● DATA
============================================================
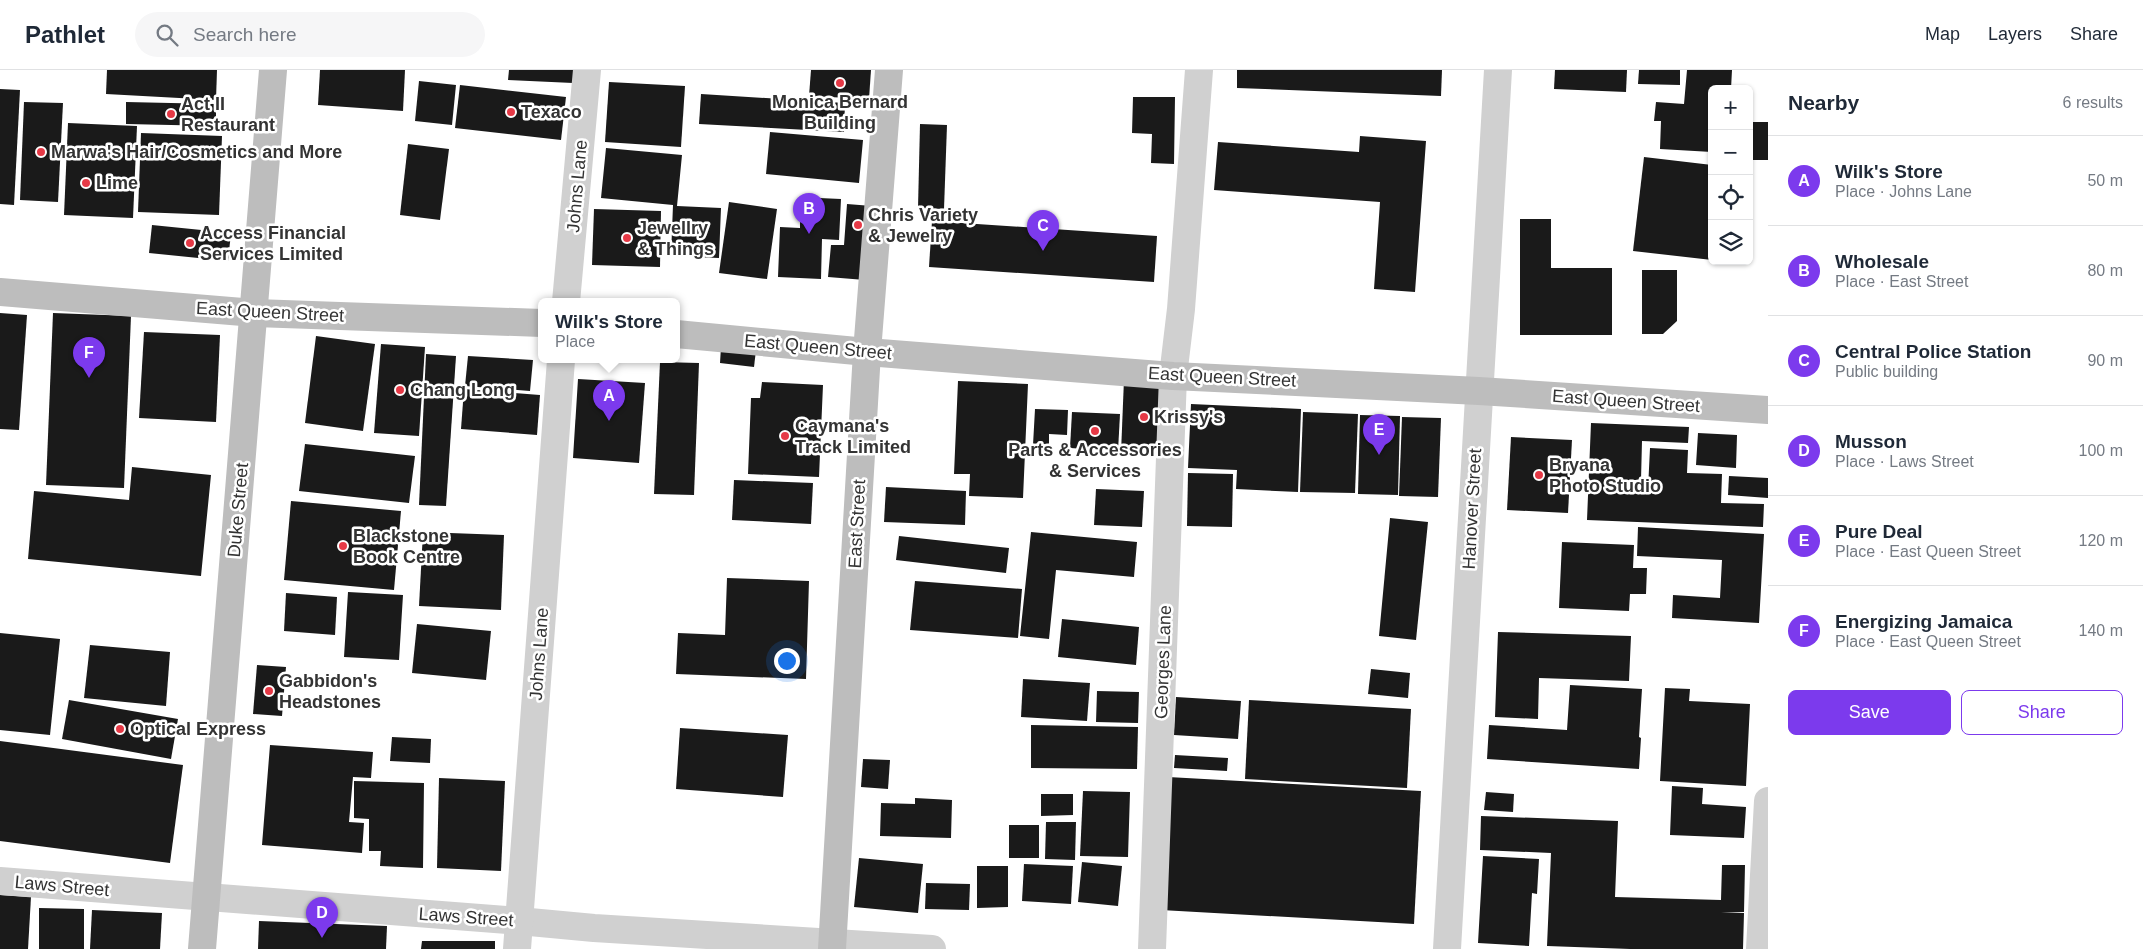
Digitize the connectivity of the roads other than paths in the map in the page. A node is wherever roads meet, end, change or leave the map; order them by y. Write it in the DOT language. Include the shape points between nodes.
graph roads {
  1 [pos="273,70"];
  2 [pos="587,70"];
  3 [pos="889,70"];
  4 [pos="1199,70"];
  5 [pos="1498,70"];
  6 [pos="0,292"];
  7 [pos="566,298"];
  8 [pos="255,313"];
  9 [pos="538,323"];
  10 [pos="680,334"];
  11 [pos="867,352"];
  12 [pos="561,363"];
  13 [pos="1173,376"];
  14 [pos="1479,391"];
  15 [pos="1768,410"];
  16 [pos="1768,801"];
  17 [pos="0,881"];
  18 [pos="205,898"];
  19 [pos="519,921"];
  20 [pos="832,947"];
  21 [pos="202,949"];
  22 [pos="517,949"];
  23 [pos="932,949"];
  24 [pos="1152,949"];
  25 [pos="1447,949"];
  26 [pos="1760,949"];
  1 -- 8 [label="main road, Duke Street"];
  2 -- 7 [label="street, Johns Lane"];
  3 -- 11 [label="main road, East Street"];
  4 -- 13 [label="street, Georges Lane"];
  5 -- 14 [label="street, Hanover Street"];
  6 -- 8 [label="main road, East Queen Street"];
  8 -- 9 [label="main road, East Queen Street"];
  8 -- 18 [label="main road, Duke Street"];
  10 -- 11 [label="main road, East Queen Street"];
  11 -- 13 [label="main road, East Queen Street"];
  11 -- 20 [label="main road, East Street"];
  12 -- 19 [label="street, Johns Lane"];
  13 -- 14 [label="main road, East Queen Street"];
  13 -- 24 [label="street, Georges Lane"];
  14 -- 15 [label="main road, East Queen Street"];
  14 -- 25 [label="street, Hanover Street"];
  16 -- 26 [label="street"];
  17 -- 18 [label="street, Laws Street"];
  18 -- 19 [label="street, Laws Street"];
  18 -- 21 [label="main road, Duke Street"];
  19 -- 20 [label="street, Laws Street"];
  19 -- 22 [label="street, Johns Lane"];
  20 -- 23 [label="street, Laws Street"];
}
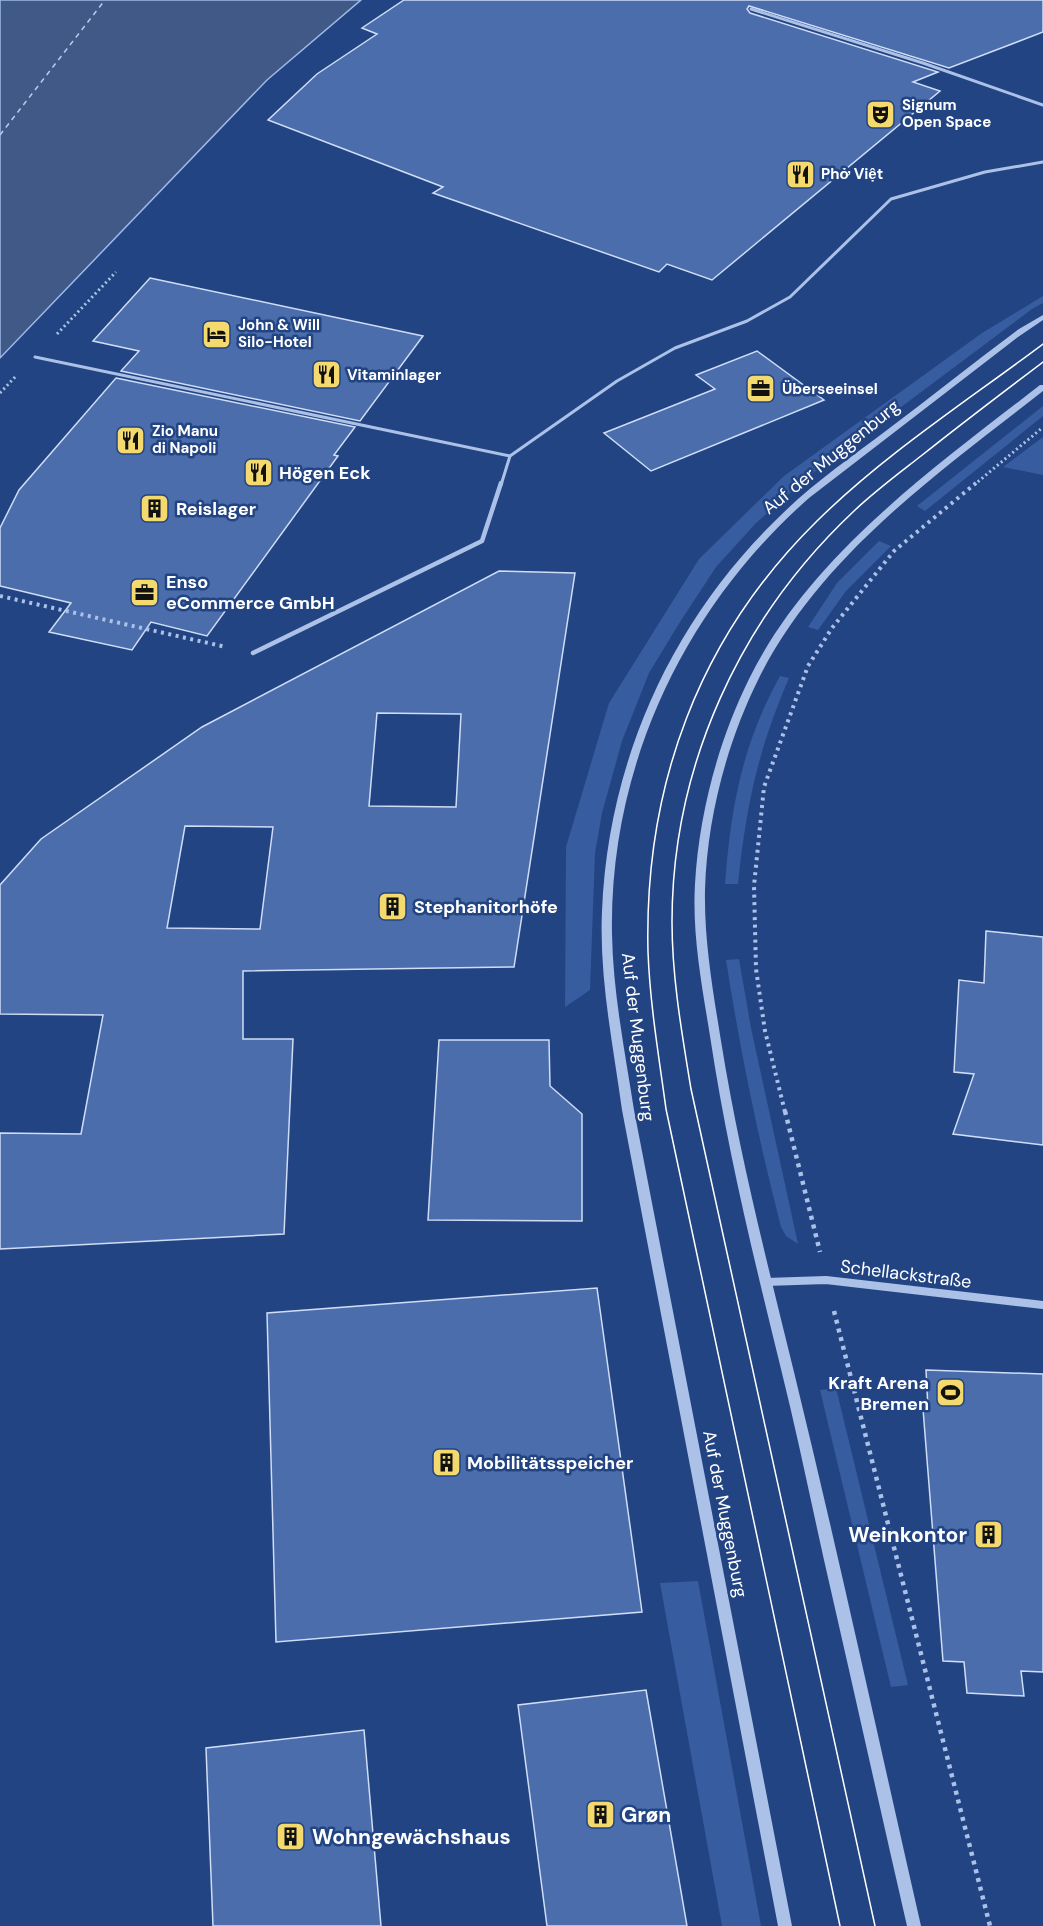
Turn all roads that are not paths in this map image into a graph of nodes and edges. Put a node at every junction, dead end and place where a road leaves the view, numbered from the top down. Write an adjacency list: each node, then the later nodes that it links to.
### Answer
1 (751, 9): 2 (lane)
2 (1043, 105)
3 (1043, 162): 7 (lane)
4 (1043, 316): 11 (street, Auf der Muggenburg)
5 (35, 357): 7 (lane)
6 (1043, 387): 9 (street)
7 (510, 456): 8 (lane)
8 (253, 653)
9 (765, 1282): 10 (street, Schellackstraße); 12 (street)
10 (1043, 1305)
11 (785, 1926)
12 (914, 1926)

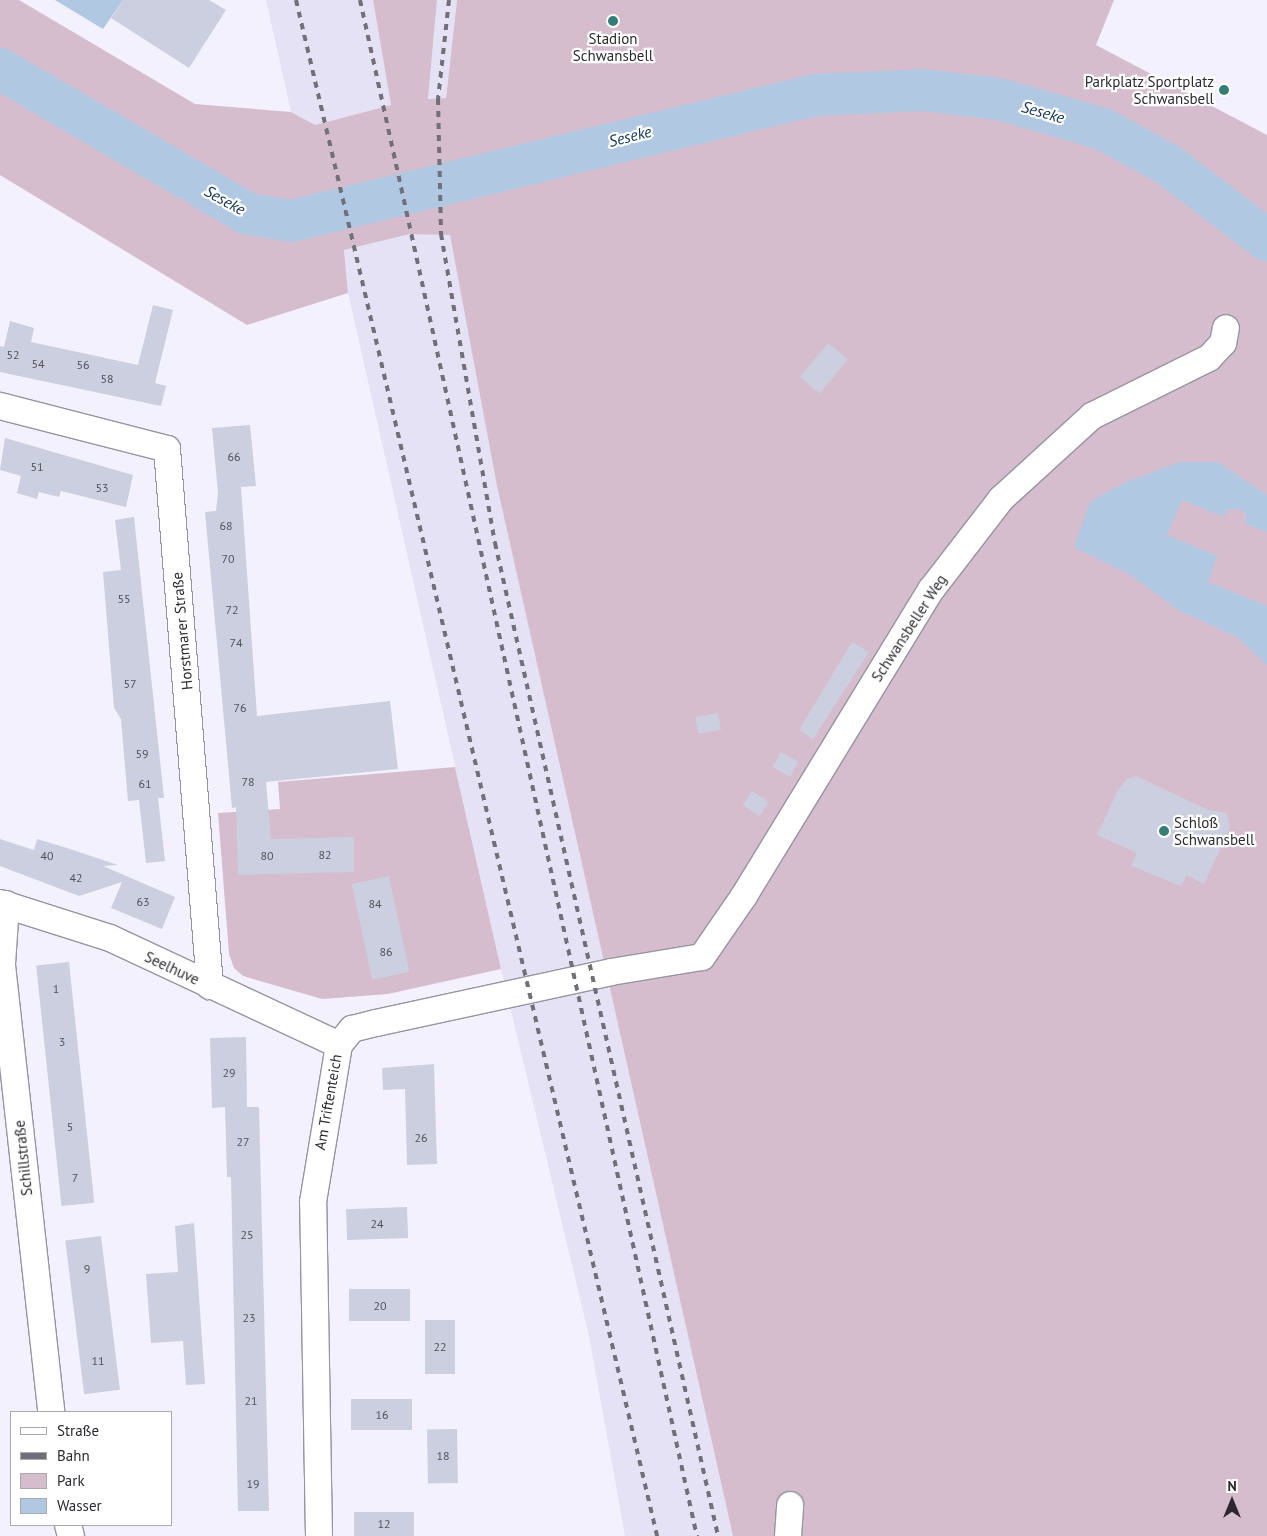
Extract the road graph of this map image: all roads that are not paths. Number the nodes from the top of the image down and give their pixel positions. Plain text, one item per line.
1 (1226, 328) dead end
2 (0, 406) edge
3 (3, 903) edge
4 (702, 957) joint
5 (210, 986) junction
6 (339, 1045) junction
7 (51, 1411) edge
8 (790, 1505) dead end
9 (320, 1536) edge
10 (788, 1536) edge

1 - 4 street, Schwansbeller Weg
2 - 5 street, Horstmarer Straße
3 - 5 street, Seelhuve
3 - 7 street, Schillstraße
4 - 6 street, Am Triftenteich
5 - 6 street, Seelhuve
6 - 9 street, Am Triftenteich
8 - 10 street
============================================================
● TO DO
Where a record above contains a picture, leave the picture out and transcribe everything else exactly.

● THE ANSWER
Digitize the connectivity of the roads other than paths in the map in the page. A node is wherever roads meet, end, change or leave the map; order them by y. Write it in the DOT language. Include the shape points between nodes.
graph roads {
  1 [pos="273,70"];
  2 [pos="587,70"];
  3 [pos="889,70"];
  4 [pos="1199,70"];
  5 [pos="1498,70"];
  6 [pos="0,292"];
  7 [pos="566,298"];
  8 [pos="255,313"];
  9 [pos="538,323"];
  10 [pos="680,334"];
  11 [pos="867,352"];
  12 [pos="561,363"];
  13 [pos="1173,376"];
  14 [pos="1479,391"];
  15 [pos="1768,410"];
  16 [pos="1768,801"];
  17 [pos="0,881"];
  18 [pos="205,898"];
  19 [pos="519,921"];
  20 [pos="832,947"];
  21 [pos="202,949"];
  22 [pos="517,949"];
  23 [pos="932,949"];
  24 [pos="1152,949"];
  25 [pos="1447,949"];
  26 [pos="1760,949"];
  1 -- 8 [label="main road, Duke Street"];
  2 -- 7 [label="street, Johns Lane"];
  3 -- 11 [label="main road, East Street"];
  4 -- 13 [label="street, Georges Lane"];
  5 -- 14 [label="street, Hanover Street"];
  6 -- 8 [label="main road, East Queen Street"];
  8 -- 9 [label="main road, East Queen Street"];
  8 -- 18 [label="main road, Duke Street"];
  10 -- 11 [label="main road, East Queen Street"];
  11 -- 13 [label="main road, East Queen Street"];
  11 -- 20 [label="main road, East Street"];
  12 -- 19 [label="street, Johns Lane"];
  13 -- 14 [label="main road, East Queen Street"];
  13 -- 24 [label="street, Georges Lane"];
  14 -- 15 [label="main road, East Queen Street"];
  14 -- 25 [label="street, Hanover Street"];
  16 -- 26 [label="street"];
  17 -- 18 [label="street, Laws Street"];
  18 -- 19 [label="street, Laws Street"];
  18 -- 21 [label="main road, Duke Street"];
  19 -- 20 [label="street, Laws Street"];
  19 -- 22 [label="street, Johns Lane"];
  20 -- 23 [label="street, Laws Street"];
}
Turn all roads that are not paths in this map image into a graph of nodes and edges. Put a node at every junction, dead end and place where a road leaves the view, numbered from the top down. Write an adjacency list: each node, then the later nodes that it links to.
### Answer
1 (751, 9): 2 (lane)
2 (1043, 105)
3 (1043, 162): 7 (lane)
4 (1043, 316): 11 (street, Auf der Muggenburg)
5 (35, 357): 7 (lane)
6 (1043, 387): 9 (street)
7 (510, 456): 8 (lane)
8 (253, 653)
9 (765, 1282): 10 (street, Schellackstraße); 12 (street)
10 (1043, 1305)
11 (785, 1926)
12 (914, 1926)

Extract the road graph of this map image: all roads that are not paths. Number the nodes from the top of the image down and give their pixel positions. Plain text, one item per line.
1 (1226, 328) dead end
2 (0, 406) edge
3 (3, 903) edge
4 (702, 957) joint
5 (210, 986) junction
6 (339, 1045) junction
7 (51, 1411) edge
8 (790, 1505) dead end
9 (320, 1536) edge
10 (788, 1536) edge

1 - 4 street, Schwansbeller Weg
2 - 5 street, Horstmarer Straße
3 - 5 street, Seelhuve
3 - 7 street, Schillstraße
4 - 6 street, Am Triftenteich
5 - 6 street, Seelhuve
6 - 9 street, Am Triftenteich
8 - 10 street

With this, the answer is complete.